After being inundated with a frightening amount of email from readers, I have begun to recognize the strong resonance of this column in the SAP user community. I will try to answer your queries either in this column or by email; however, my time and resources are limited, so it may take a while. I hope to use this column frequently as a forum to answer as many of your questions as space will allow.

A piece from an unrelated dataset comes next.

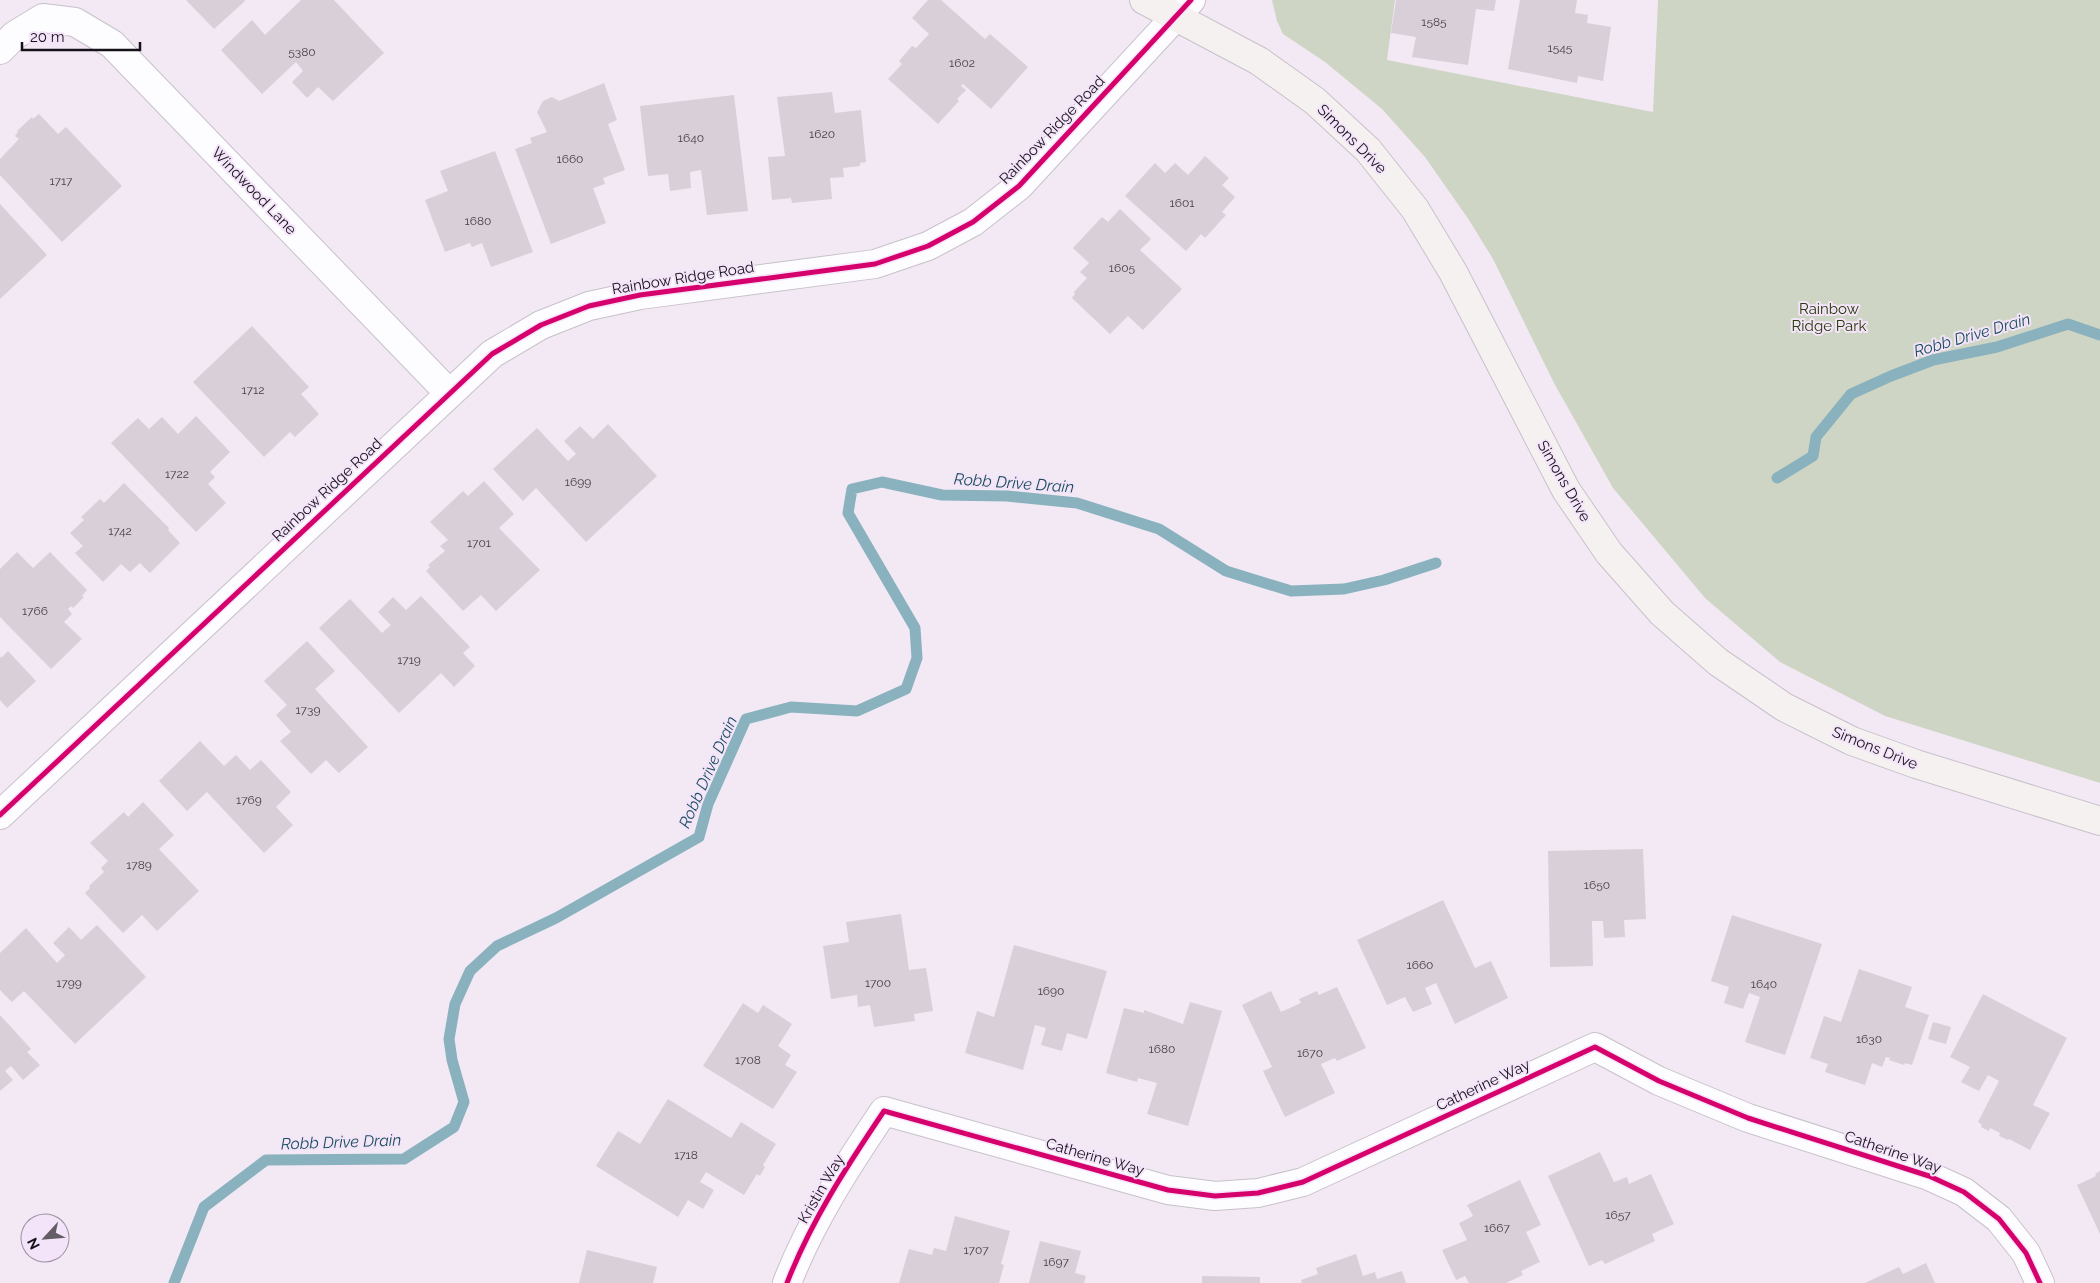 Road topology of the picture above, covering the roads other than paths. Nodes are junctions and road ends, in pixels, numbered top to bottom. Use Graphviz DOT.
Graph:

Glenn Oldfield of Tower Records, USA asked:
I've always wondered one thing about SQL: Why don't the database developers provide an optional parameter on the SELECT statement that would allow programmers to force the use of a particular index? SQL was obviously created for end users who may not have any idea of how they should be accessing the data. In that scenario, an optimizer makes sense. But for programmers, the idea that a database engine with limited intelligence decides how to access the data is a real annoyance. An optional parameter would allow complex WHERE clauses to be processed correctly. As you said in "Rules for Better SELECTS" (Vol. 1, No.2), a complex WHERE clause can really confuse the optimizer, and the usual result is a full table scan. What's your opinion on this matter?
Answer: It's true that in many cases the programmer knows exactly which index works best, which is one reason why different database system vendors provide so-called "optimizer hints." By using an optimizer hint, you can influence the optimizer's decision. At first glance, it seems that optimizer hints could make the database optimizer obsolete. But a closer look shows that in order to select an optimal search method and index, the programmer needs a good idea of the value distribution of the related tables. Because R/3 is a highly configurable meta-application used in many industries and countries by many customers, you can find very differently scaled customer-order and order-product relationships. As a consequence, the programmer can't always predict the value distribution of tables. With R/3, the selection of an optimal index can be industry- or even customer-specific.
In contrast, a modern cost-based optimizer uses table statistics to decide a SQL statement's execution plan. Updated table statistics represent actual knowledge about an installation's value distribution of database tables. Based on such profound information, an optimizer's decision should be sound.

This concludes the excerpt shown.